Because Lily is red, she grabs you. She makes you notice her because her very existence screams for your attention. She doesn't ask for it, you simply simply given to her, because she is alive and you want to share in her life. She has an effervescence that draws you in. You want to become her in the same moment you understand with sudden, heartbreaking clarity that you could never be her.
Lily is red, and because she is red she drowns out the colors around her, without ever realizing. Usually, these colors can fight back—the bright forest green of James Potter does not even have to compete with her, because he fulfills another need. Lily jump-starts you to life; James dances on the edge of your consciousness, shaking you awake but bringing you to life just as strongly as Lily does. That is why they work so well together: nothing in the universe is as alive as the two of them.
But because nothing is as alive as Lily, except for James, who together and golden and bright and beautiful, other colors can be overlooked. A sunset is more vibrant, more alive than a sunrise, something that has never made sense to Petunia. The life in the world cannot exist without the sunrise, and yet the life in the world chooses with the last of its warmth to send the sun over the edge in screaming color.
Petunia Evans is the beach at sunrise: soft blue, quiet beige, patient grey.

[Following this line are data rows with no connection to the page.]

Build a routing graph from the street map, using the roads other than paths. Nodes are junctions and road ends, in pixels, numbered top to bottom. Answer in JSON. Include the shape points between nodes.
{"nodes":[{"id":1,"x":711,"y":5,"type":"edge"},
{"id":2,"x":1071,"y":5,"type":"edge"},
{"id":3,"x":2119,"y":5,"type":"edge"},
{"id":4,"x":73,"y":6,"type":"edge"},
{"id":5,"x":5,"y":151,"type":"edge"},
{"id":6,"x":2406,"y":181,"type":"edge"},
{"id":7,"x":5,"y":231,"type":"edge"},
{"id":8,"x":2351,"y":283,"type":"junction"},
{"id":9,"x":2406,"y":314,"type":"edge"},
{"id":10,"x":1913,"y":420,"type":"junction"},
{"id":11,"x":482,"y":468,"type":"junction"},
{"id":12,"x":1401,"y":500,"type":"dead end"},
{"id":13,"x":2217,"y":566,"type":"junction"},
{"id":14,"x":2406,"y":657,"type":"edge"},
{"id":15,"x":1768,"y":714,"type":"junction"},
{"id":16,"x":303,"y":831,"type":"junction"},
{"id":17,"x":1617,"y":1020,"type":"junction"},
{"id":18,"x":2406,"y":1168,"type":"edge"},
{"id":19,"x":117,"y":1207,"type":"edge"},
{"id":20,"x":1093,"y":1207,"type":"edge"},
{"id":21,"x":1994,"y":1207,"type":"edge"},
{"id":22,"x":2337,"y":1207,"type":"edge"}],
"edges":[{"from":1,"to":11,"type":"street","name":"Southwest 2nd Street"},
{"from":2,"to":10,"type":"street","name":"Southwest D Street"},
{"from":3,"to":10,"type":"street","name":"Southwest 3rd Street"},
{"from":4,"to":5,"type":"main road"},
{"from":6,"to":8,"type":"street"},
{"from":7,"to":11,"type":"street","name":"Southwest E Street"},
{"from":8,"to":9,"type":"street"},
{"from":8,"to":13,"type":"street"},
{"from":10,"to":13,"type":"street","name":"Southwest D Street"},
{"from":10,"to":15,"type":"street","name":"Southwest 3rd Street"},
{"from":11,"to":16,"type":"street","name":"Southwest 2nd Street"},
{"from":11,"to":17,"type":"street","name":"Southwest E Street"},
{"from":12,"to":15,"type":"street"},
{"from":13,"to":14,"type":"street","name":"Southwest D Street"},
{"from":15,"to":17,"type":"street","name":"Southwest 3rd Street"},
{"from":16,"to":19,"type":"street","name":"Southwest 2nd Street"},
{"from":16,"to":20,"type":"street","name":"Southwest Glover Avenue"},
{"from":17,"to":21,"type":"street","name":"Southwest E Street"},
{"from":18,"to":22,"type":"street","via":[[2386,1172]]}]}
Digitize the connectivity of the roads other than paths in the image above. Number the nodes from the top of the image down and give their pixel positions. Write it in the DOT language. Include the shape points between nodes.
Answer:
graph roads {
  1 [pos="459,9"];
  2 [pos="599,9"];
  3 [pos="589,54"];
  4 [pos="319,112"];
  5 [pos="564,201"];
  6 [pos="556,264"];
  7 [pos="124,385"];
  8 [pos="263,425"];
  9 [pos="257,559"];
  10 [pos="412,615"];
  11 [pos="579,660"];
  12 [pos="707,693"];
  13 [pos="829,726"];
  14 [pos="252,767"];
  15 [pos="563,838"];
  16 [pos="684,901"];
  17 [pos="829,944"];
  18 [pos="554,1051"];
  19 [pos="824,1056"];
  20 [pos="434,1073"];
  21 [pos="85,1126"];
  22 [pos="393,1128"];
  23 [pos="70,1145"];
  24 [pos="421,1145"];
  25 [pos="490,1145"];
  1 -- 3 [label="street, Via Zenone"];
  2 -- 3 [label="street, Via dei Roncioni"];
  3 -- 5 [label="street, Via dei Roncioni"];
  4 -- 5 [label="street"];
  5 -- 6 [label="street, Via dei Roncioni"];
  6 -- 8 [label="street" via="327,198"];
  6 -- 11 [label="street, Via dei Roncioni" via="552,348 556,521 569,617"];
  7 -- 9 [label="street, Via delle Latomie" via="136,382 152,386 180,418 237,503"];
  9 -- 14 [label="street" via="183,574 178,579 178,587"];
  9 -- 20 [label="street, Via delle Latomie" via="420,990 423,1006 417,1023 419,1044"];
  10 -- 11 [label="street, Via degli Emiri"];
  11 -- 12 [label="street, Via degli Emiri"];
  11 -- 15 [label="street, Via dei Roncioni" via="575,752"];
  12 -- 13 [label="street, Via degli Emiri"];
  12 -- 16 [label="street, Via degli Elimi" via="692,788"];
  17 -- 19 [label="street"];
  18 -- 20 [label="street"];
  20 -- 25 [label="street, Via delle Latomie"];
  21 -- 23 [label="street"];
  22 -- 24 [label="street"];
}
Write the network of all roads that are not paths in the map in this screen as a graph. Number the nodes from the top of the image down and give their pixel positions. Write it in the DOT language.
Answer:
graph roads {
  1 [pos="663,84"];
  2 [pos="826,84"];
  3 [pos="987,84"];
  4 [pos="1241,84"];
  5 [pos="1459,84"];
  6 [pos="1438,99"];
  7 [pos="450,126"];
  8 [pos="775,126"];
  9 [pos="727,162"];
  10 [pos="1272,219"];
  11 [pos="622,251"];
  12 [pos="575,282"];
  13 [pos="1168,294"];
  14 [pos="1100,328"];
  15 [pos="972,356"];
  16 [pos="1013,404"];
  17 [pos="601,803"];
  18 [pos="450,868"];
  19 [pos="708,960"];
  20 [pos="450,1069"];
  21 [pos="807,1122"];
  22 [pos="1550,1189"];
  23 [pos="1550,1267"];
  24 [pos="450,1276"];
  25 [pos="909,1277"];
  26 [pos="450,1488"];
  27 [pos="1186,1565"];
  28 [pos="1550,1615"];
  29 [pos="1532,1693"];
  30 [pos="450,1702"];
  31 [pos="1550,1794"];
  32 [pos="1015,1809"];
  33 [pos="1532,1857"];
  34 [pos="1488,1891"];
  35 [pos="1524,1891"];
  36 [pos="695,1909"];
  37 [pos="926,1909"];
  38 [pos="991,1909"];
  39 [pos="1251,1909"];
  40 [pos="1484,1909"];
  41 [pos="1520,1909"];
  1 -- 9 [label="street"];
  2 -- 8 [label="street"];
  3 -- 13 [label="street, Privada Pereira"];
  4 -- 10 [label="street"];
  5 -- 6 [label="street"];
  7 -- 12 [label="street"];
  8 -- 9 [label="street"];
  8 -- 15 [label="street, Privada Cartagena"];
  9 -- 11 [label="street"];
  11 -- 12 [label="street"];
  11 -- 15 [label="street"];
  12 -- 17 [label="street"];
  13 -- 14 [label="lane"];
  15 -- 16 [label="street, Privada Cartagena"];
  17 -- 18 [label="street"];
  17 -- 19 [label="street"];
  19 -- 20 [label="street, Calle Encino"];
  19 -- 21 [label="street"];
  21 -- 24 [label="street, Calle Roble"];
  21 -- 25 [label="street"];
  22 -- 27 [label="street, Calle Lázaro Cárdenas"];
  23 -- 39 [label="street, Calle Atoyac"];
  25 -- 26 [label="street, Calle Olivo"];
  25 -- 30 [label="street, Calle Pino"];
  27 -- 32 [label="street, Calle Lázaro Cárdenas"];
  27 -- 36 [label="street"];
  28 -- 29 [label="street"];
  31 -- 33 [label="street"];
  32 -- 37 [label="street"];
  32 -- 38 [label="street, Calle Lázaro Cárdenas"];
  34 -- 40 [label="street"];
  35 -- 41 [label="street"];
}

She does not scream, like Lily. She is not alive in the way that Lily is alive. Petunia breathes. Petunia is the quiet, dewy unfolding of flowers in the morning, not their brilliant show in the afternoon. Petunia is the rippling brook; Lily is the roaring waterfall. Petunia is nature's spring sigh, waking up after the long winter's sleep. Lily is the exhausted and exhilarated falling into slumber after a day spent outside in the sun, chasing adrenaline and adventure.
Lily, Petunia thinks, cannot exist without me coming first. I am the unfurling, the springing, the beginning. Petunia is the first breath; Lily is everything after. It is not fair, Petunia thinks, that Lily is adored for existing, when Lily could not exist without Petunia.
Petunia never understood that the sunset is the sunrise, on the other side of the world. Petunia never understood that she could not exist without Lily, just as Lily could not exist without her.
Opposites exist to attract: spring and fall, sunrise and sunset, open and close.
But perhaps Petunia never got a moment to listen to the enduring crash of the ocean over the siren song of adventure.